• Task description:
Repeat every entry word for word. Images do not belong in the copy.

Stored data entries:
****

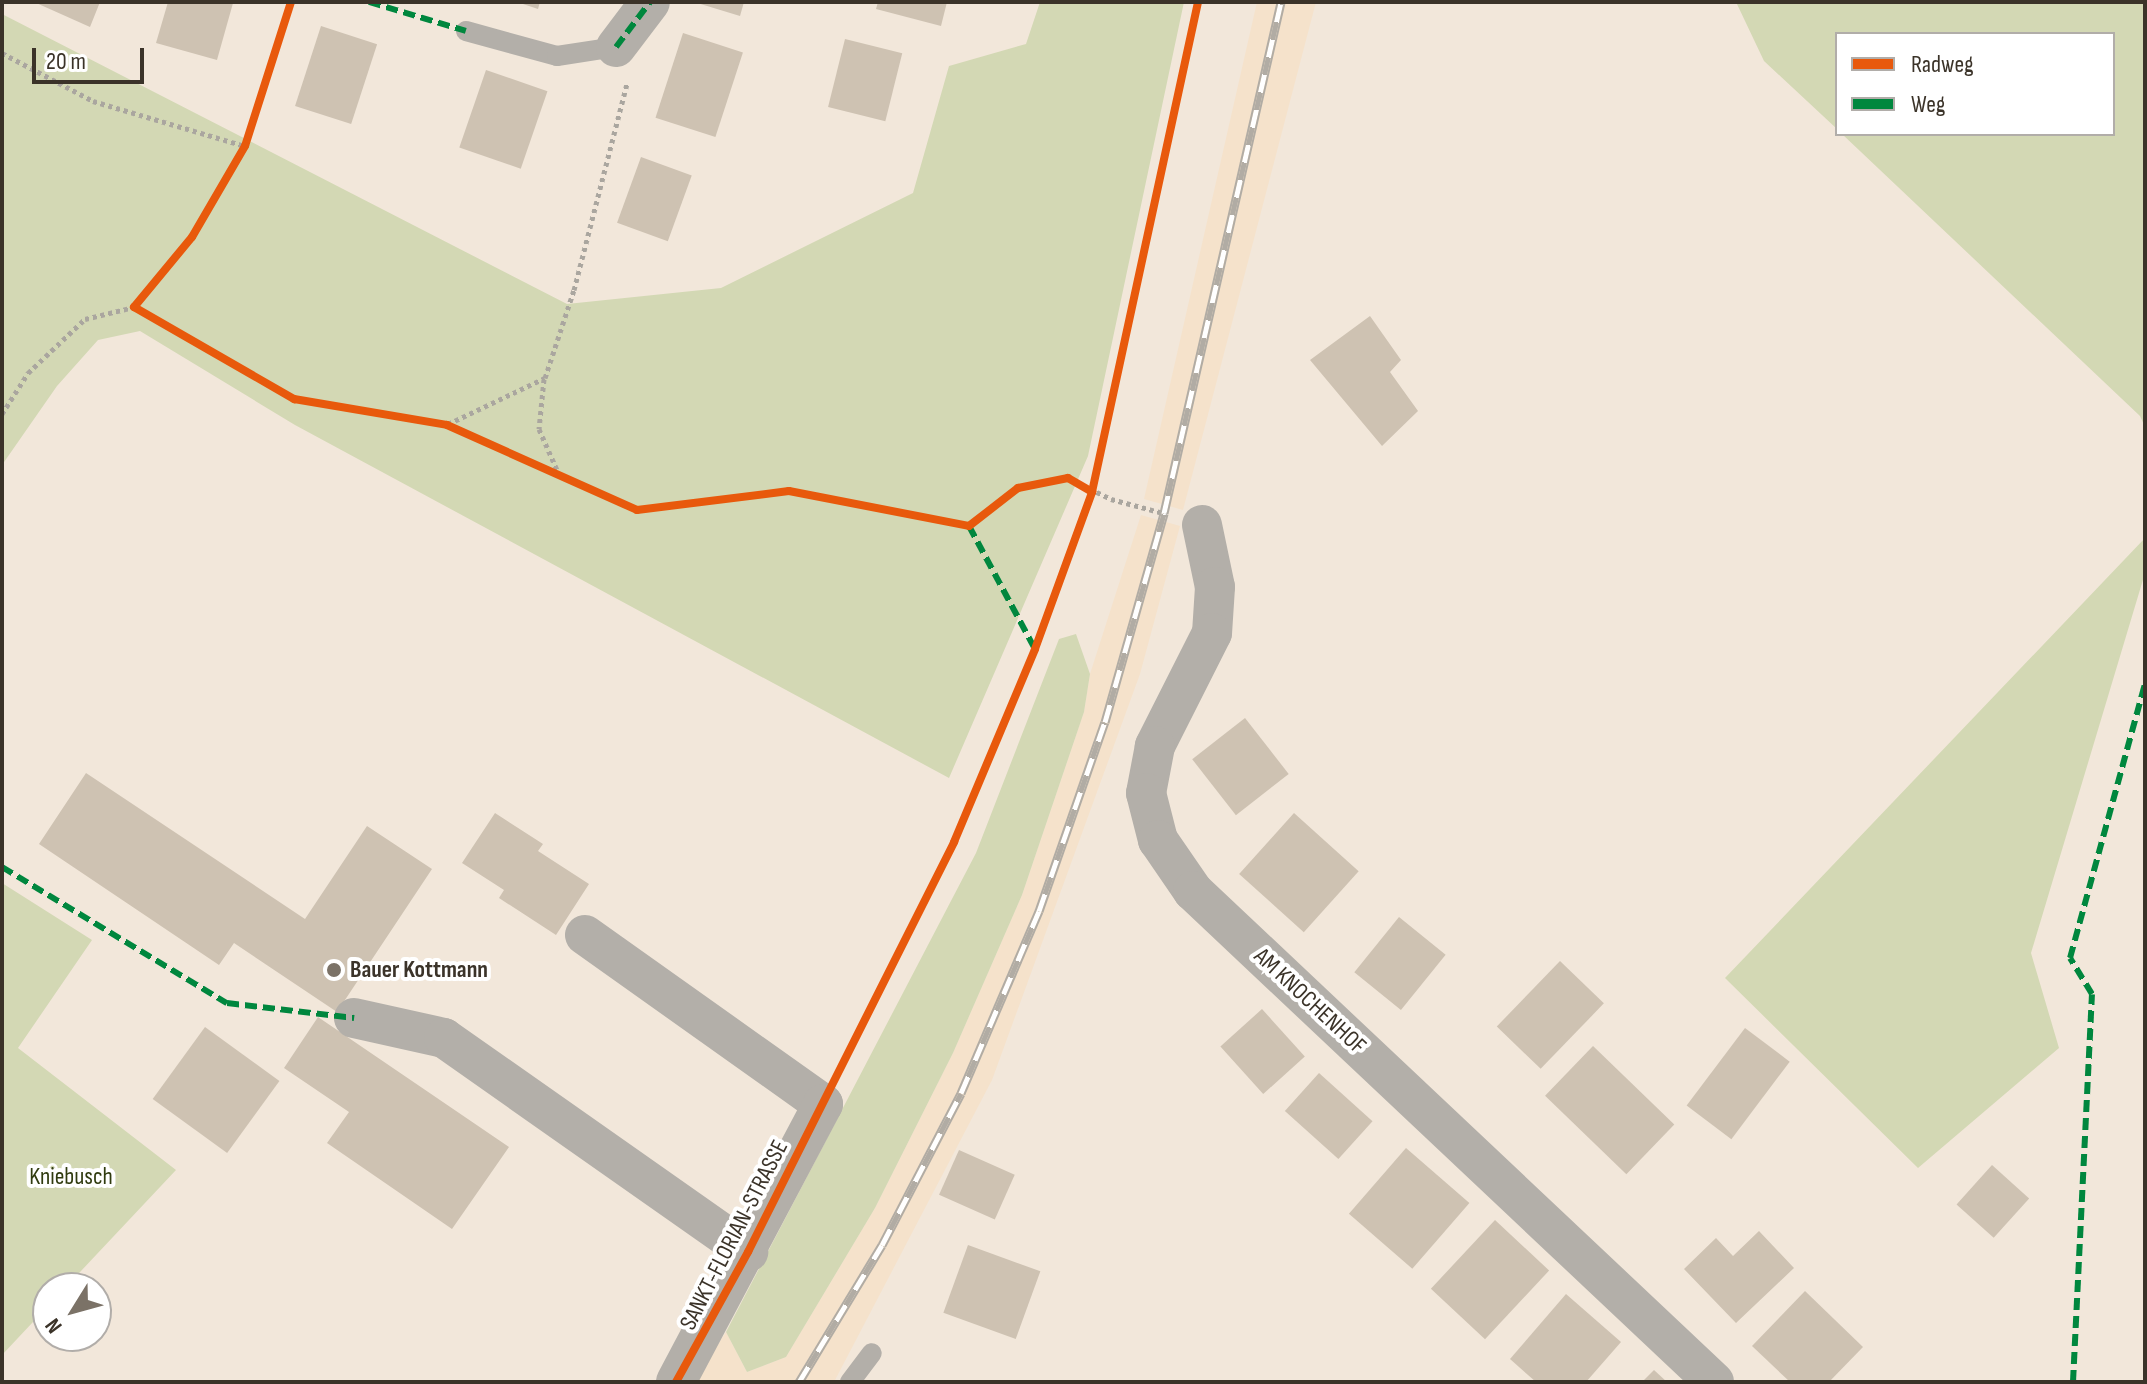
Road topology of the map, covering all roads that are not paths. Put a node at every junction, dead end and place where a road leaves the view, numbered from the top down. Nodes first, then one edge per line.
1 (650, 2) edge
2 (466, 31) dead end
3 (616, 47) joint
4 (1202, 525) road end
5 (585, 935) dead end
6 (354, 1018) dead end
7 (748, 1252) junction
8 (872, 1353) dead end
9 (676, 1382) edge
10 (850, 1382) edge
11 (1714, 1382) edge

1 - 3 street
2 - 3 lane
4 - 11 street, AM KNOCHENHOF
5 - 7 street, SANKT-FLORIAN-STRASSE
6 - 7 street
7 - 9 street, SANKT-FLORIAN-STRASSE
8 - 10 lane

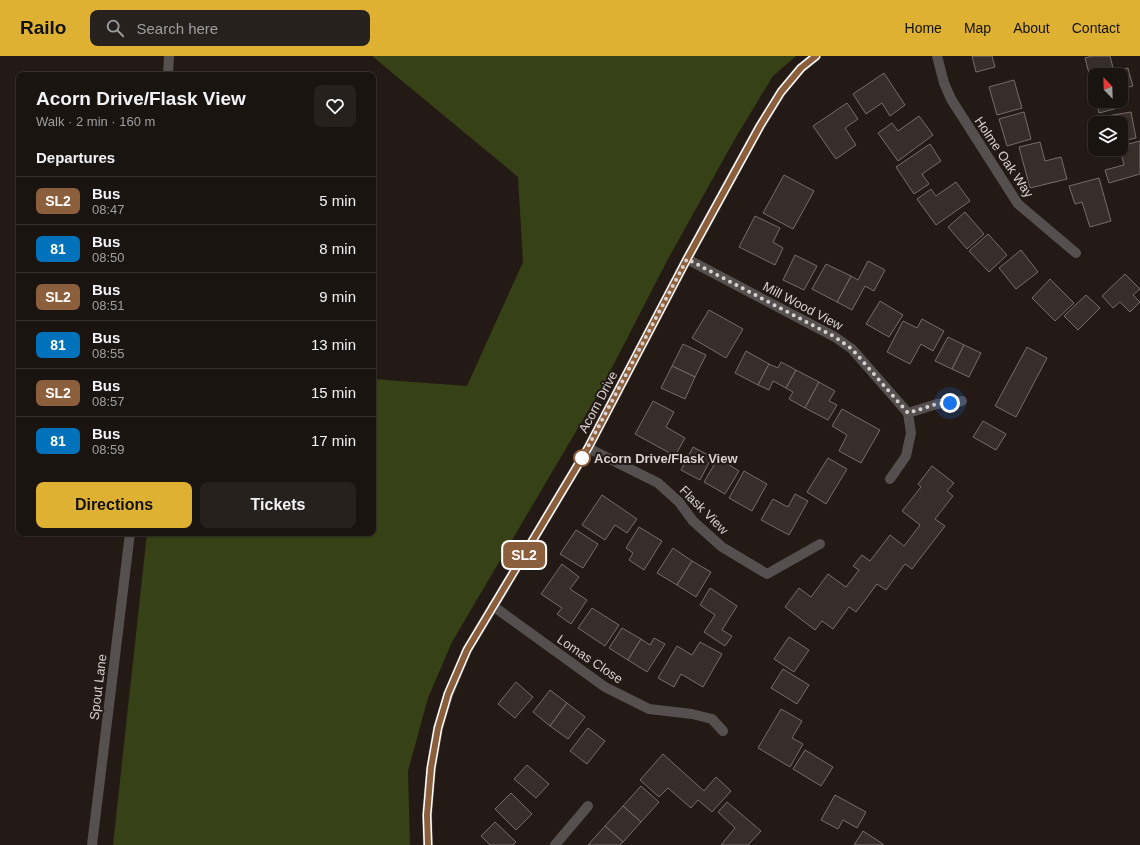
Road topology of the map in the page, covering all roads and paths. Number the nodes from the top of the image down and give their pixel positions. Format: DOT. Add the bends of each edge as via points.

****

• Answer below:
Road topology of the map, covering all roads that are not paths. Put a node at every junction, dead end and place where a road leaves the view, numbered from the top down. Nodes first, then one edge per line.
1 (650, 2) edge
2 (466, 31) dead end
3 (616, 47) joint
4 (1202, 525) road end
5 (585, 935) dead end
6 (354, 1018) dead end
7 (748, 1252) junction
8 (872, 1353) dead end
9 (676, 1382) edge
10 (850, 1382) edge
11 (1714, 1382) edge

1 - 3 street
2 - 3 lane
4 - 11 street, AM KNOCHENHOF
5 - 7 street, SANKT-FLORIAN-STRASSE
6 - 7 street
7 - 9 street, SANKT-FLORIAN-STRASSE
8 - 10 lane

Road topology of the map in the page, covering all roads and paths. Number the nodes from the top of the image down and give their pixel positions. Format: DOT. Add the bends of each edge as via points.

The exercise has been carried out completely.